Indium-111 Uptake in a Case of Uncommon Ovarian Tumor
Abstract
Introduction:
An Indium-111 tagged white blood cell scan is an important adjunctive test in the evaluation of fever/sepsis of unknown origin. Indium scans-111 scans are highly sensitive and specific in the evaluation and localization of abscesses/infection. An indium-111 scan is a two-part nuclear medicine examination in which a patient's blood is withdrawn and the white blood cells (WBC) are isolated and tagged with radioactive indium 111 before being injected back into the patient. 24 hours following re-injection, allowing for the tagged WBC to migrate the area of infection, planar spot images to include full body and orthogonal spot projections are obtained. The second portion of the exam involves injection of radioactive sulfur colloid, to rule out a marrow replacing process which may also show increased WBC uptake. A positive indium WBC scan would show increased radiotracer accumulation on Indium-tagged WBC images with absence of radiotracer uptake on the sulfur colloid images.
Case Information:
Patient is a 38-year-old female with past medical history of chorioamnionitis presenting for LLQ pain and persistent fevers and chills. Several days prior, the patient was treated for presumed pyelonephritis with Ciprofloxacin. Initial laboratory evaluation revealed leukocytosis, negative urine pregnancy test and likely contaminated urine analysis. Initial imaging evaluation included CT abdomen and pelvis revealed a large, septated cystic mass within the midline pelvis without secondary findings suggestive of infection. Initial imaging suggested ovarian origin, with malignancy not ruled out. Findings were corroborated by Pelvic US. MRI was subsequently performed, suggesting likely ovarian carcinoma with peritoneal seeding. There was ongoing concern over the exact etiology of patient's leukocytosis, whether it was related to the ovarian lesion versus persistent pyelonephritis versus other occult infections. Indium tagged white blood cell was subsequently utilized for definitive evaluation. Indium-WBC scan displayed large, rounded region of discordant white cell uptake corresponding to the mass described in prior imaging. Patient subsequently underwent laparoscopic excision with Gynecological Oncology. Intraoperatively, a large cystic mass replacing the left ovary with dense adhesions to the adjacent intro-abdominal structures and surrounding inflammation. Pathology revealed that the large lesion was consistent with benign serous cystadenofibroma with hemorrhage and necrosis of the ovary compatible with torsion. Patient's leukocytosis was seen to be down trending at time of subsequent discharge.
Discussion:
The radiologic literature supports the overall accuracy of this scan in patient's with malignancy/known tumors, however, there are sporadic reports of false positive examinations secondary to tumor uptake mimicking abscess. In the case described above, initial imaging results were highly suggestive of ovarian malignancy, with pathological results revealing a relatively rare benign tumor, known to mimic malignancy on MRI and Ultrasound. Literature suggests that this tumor type accounts for approximately 1.7% of all benign ovarian tumors.
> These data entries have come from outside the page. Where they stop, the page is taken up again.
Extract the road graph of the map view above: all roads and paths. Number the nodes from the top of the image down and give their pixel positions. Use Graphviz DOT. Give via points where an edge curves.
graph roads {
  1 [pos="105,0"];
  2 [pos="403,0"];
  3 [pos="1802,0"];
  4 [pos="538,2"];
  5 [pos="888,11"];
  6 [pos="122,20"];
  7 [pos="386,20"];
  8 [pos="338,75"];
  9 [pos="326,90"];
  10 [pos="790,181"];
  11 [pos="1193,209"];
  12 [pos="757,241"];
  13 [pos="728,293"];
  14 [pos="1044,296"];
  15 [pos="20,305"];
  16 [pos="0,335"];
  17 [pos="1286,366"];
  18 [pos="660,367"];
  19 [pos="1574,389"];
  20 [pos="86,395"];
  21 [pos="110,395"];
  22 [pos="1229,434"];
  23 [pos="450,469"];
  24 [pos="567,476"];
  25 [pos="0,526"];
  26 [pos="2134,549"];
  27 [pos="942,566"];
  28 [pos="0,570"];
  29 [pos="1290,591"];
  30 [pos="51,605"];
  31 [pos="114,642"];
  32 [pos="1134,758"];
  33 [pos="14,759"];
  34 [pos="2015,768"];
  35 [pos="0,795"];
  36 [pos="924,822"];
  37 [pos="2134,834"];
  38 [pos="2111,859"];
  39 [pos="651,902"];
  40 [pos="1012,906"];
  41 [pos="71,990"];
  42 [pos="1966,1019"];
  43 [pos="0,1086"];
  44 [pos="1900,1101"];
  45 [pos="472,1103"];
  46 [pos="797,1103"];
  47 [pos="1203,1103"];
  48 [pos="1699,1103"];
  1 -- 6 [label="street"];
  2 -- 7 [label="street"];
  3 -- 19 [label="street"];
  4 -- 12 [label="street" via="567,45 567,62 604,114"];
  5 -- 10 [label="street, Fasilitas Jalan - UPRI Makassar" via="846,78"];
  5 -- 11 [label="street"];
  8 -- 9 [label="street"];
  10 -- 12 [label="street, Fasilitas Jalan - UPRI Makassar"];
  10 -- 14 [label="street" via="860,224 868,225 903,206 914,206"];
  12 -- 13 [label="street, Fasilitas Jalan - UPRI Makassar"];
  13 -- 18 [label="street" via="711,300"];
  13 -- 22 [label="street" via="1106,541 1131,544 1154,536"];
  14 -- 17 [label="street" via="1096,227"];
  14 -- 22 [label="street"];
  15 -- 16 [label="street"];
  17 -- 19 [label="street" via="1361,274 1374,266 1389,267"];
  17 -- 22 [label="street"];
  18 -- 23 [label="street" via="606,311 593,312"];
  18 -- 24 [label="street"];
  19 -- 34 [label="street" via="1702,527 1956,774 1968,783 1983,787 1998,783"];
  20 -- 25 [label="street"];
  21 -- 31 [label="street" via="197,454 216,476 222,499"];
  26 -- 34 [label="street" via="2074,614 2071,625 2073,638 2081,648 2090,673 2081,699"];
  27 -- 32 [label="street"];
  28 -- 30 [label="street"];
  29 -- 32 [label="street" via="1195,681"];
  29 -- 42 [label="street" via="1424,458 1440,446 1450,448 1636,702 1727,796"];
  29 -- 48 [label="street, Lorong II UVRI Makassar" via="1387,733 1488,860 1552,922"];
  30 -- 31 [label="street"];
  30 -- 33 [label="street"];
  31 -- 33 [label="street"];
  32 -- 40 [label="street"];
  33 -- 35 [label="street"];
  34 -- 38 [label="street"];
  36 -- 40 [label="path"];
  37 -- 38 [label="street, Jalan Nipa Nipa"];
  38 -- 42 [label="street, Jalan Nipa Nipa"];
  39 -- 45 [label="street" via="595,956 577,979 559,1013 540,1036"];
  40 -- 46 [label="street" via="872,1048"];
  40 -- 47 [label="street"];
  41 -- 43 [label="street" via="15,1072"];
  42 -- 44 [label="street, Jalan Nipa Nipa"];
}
A possible imaging characteristic which may differentiate from malignancy are dense fibrous stromal proliferation which may be seen on MRI. Focusing on the results of the indium white blood cell scan, there is obviously little literature regarding the expected appearance of a cystadenofibroma. There are several hypotheses as to why tumors may show increased/discordant indium-WBC uptake including increased blood pool from hypervascularity, intrinsic immunological activity, or a sequela of our innate immunological response to this perceived "foreign body".
Conclusion:
In conclusion, this is a case of both uncommon pathology and imaging findings, specifically the unusual Indium-WBC uptake by tumor. It has been suggested that the degree of uptake may be considered to differentiate between tumor and abscess, however other studies have shown little difference. Additionally, this case highlights some of the limitations and pitfalls of commonly utilized imaging modalities in the evaluation of complex ovarian pathology. Fortunately, the Indium- WBC scan was able to effectively rule out other sources of infection, focusing patient's care on this ovarian mass.